- _GIVEN DATA_:
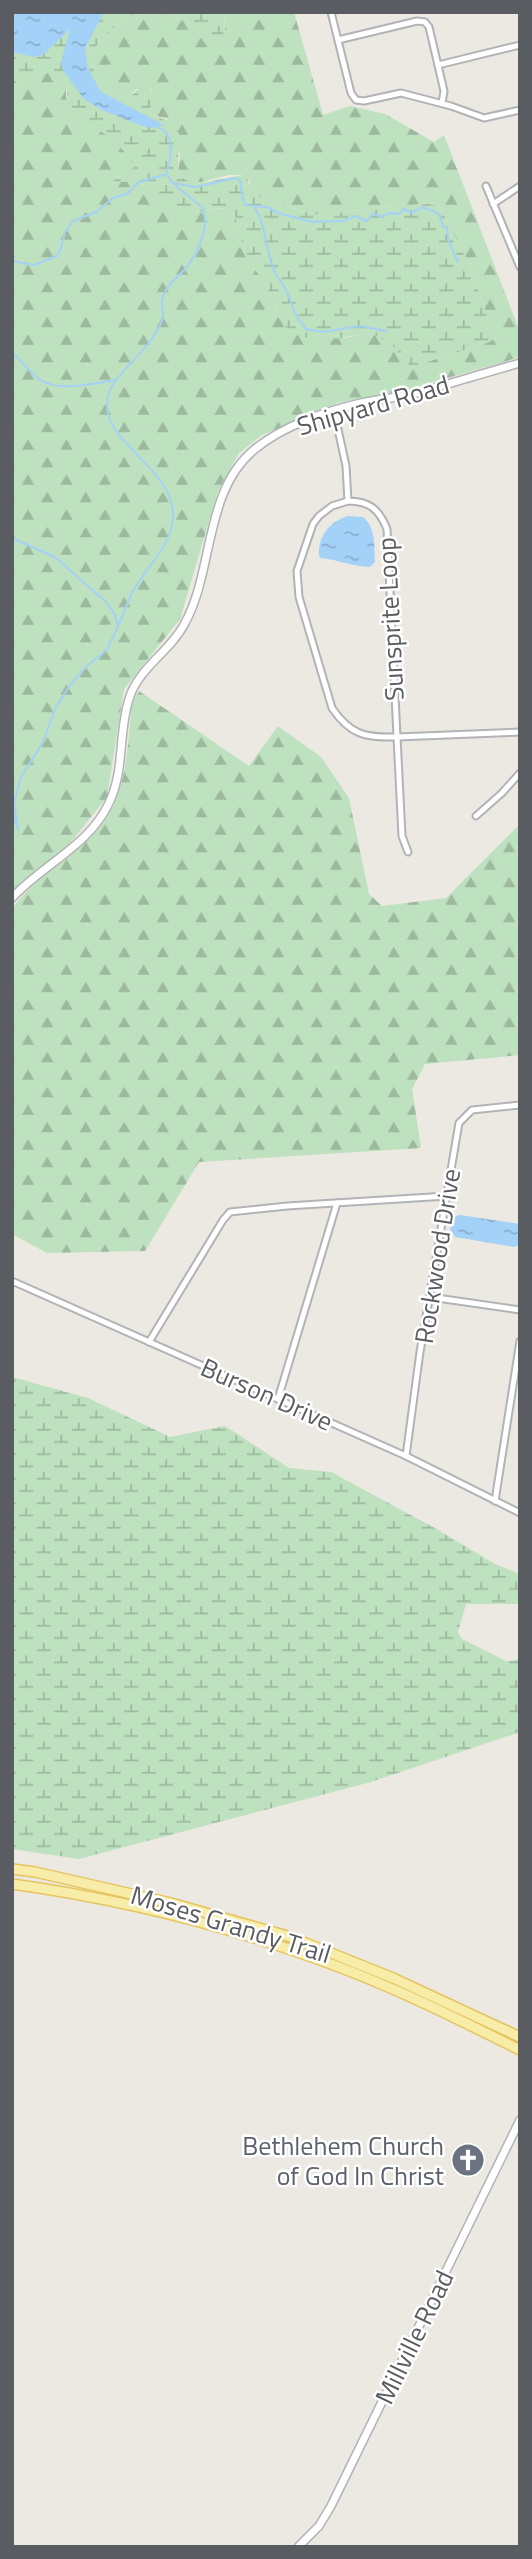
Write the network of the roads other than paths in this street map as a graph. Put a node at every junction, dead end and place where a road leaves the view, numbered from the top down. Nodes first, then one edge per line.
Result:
1 (331, 12) edge
2 (338, 40) junction
3 (520, 45) edge
4 (438, 65) junction
5 (442, 103) junction
6 (520, 110) edge
7 (486, 186) dead end
8 (518, 187) edge
9 (520, 198) edge
10 (493, 204) junction
11 (520, 244) edge
12 (512, 248) junction
13 (520, 267) edge
14 (520, 363) edge
15 (334, 411) junction
16 (348, 501) junction
17 (520, 732) edge
18 (397, 737) junction
19 (520, 773) edge
20 (476, 816) dead end
21 (408, 852) dead end
22 (12, 898) edge
23 (520, 1105) edge
24 (447, 1196) junction
25 (337, 1203) junction
26 (12, 1281) edge
27 (430, 1297) junction
28 (520, 1310) edge
29 (520, 1341) edge
30 (149, 1342) junction
31 (278, 1399) junction
32 (406, 1456) junction
33 (495, 1500) junction
34 (520, 1513) edge
35 (12, 1869) edge
36 (12, 1884) edge
37 (520, 2037) edge
38 (520, 2050) edge
39 (520, 2120) edge
40 (298, 2547) edge

1 - 2 street
2 - 4 street
2 - 5 street
3 - 4 street
4 - 5 street
5 - 6 street
7 - 10 street
8 - 9 street
8 - 10 street
10 - 12 street
11 - 12 street
12 - 13 street
14 - 15 street, Shipyard Road
15 - 16 street
15 - 22 street, Shipyard Road
16 - 18 street, Sunsprite Loop
16 - 18 street, Sunsprite Loop
17 - 18 street, Sunsprite Loop
18 - 21 street
19 - 20 street
23 - 24 street, Rockwood Drive
24 - 25 street
24 - 27 street, Rockwood Drive
25 - 30 street
25 - 31 street
26 - 30 street, Burson Drive
27 - 28 street
27 - 32 street, Rockwood Drive
29 - 33 street
30 - 31 street, Burson Drive
31 - 32 street, Burson Drive
32 - 33 street, Burson Drive
33 - 34 street, Burson Drive
35 - 37 main road, Moses Grandy Trail
36 - 38 main road, Moses Grandy Trail
39 - 40 street, Millville Road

- _PROBLEM TO WORK ON_: Go through the listing above and retype each line exactly, apart from the pictures.

- _OUTPUT OF THE EXERCISE_:
Write the network of the roads other than paths in this street map as a graph. Put a node at every junction, dead end and place where a road leaves the view, numbered from the top down. Nodes first, then one edge per line.
Result:
1 (331, 12) edge
2 (338, 40) junction
3 (520, 45) edge
4 (438, 65) junction
5 (442, 103) junction
6 (520, 110) edge
7 (486, 186) dead end
8 (518, 187) edge
9 (520, 198) edge
10 (493, 204) junction
11 (520, 244) edge
12 (512, 248) junction
13 (520, 267) edge
14 (520, 363) edge
15 (334, 411) junction
16 (348, 501) junction
17 (520, 732) edge
18 (397, 737) junction
19 (520, 773) edge
20 (476, 816) dead end
21 (408, 852) dead end
22 (12, 898) edge
23 (520, 1105) edge
24 (447, 1196) junction
25 (337, 1203) junction
26 (12, 1281) edge
27 (430, 1297) junction
28 (520, 1310) edge
29 (520, 1341) edge
30 (149, 1342) junction
31 (278, 1399) junction
32 (406, 1456) junction
33 (495, 1500) junction
34 (520, 1513) edge
35 (12, 1869) edge
36 (12, 1884) edge
37 (520, 2037) edge
38 (520, 2050) edge
39 (520, 2120) edge
40 (298, 2547) edge

1 - 2 street
2 - 4 street
2 - 5 street
3 - 4 street
4 - 5 street
5 - 6 street
7 - 10 street
8 - 9 street
8 - 10 street
10 - 12 street
11 - 12 street
12 - 13 street
14 - 15 street, Shipyard Road
15 - 16 street
15 - 22 street, Shipyard Road
16 - 18 street, Sunsprite Loop
16 - 18 street, Sunsprite Loop
17 - 18 street, Sunsprite Loop
18 - 21 street
19 - 20 street
23 - 24 street, Rockwood Drive
24 - 25 street
24 - 27 street, Rockwood Drive
25 - 30 street
25 - 31 street
26 - 30 street, Burson Drive
27 - 28 street
27 - 32 street, Rockwood Drive
29 - 33 street
30 - 31 street, Burson Drive
31 - 32 street, Burson Drive
32 - 33 street, Burson Drive
33 - 34 street, Burson Drive
35 - 37 main road, Moses Grandy Trail
36 - 38 main road, Moses Grandy Trail
39 - 40 street, Millville Road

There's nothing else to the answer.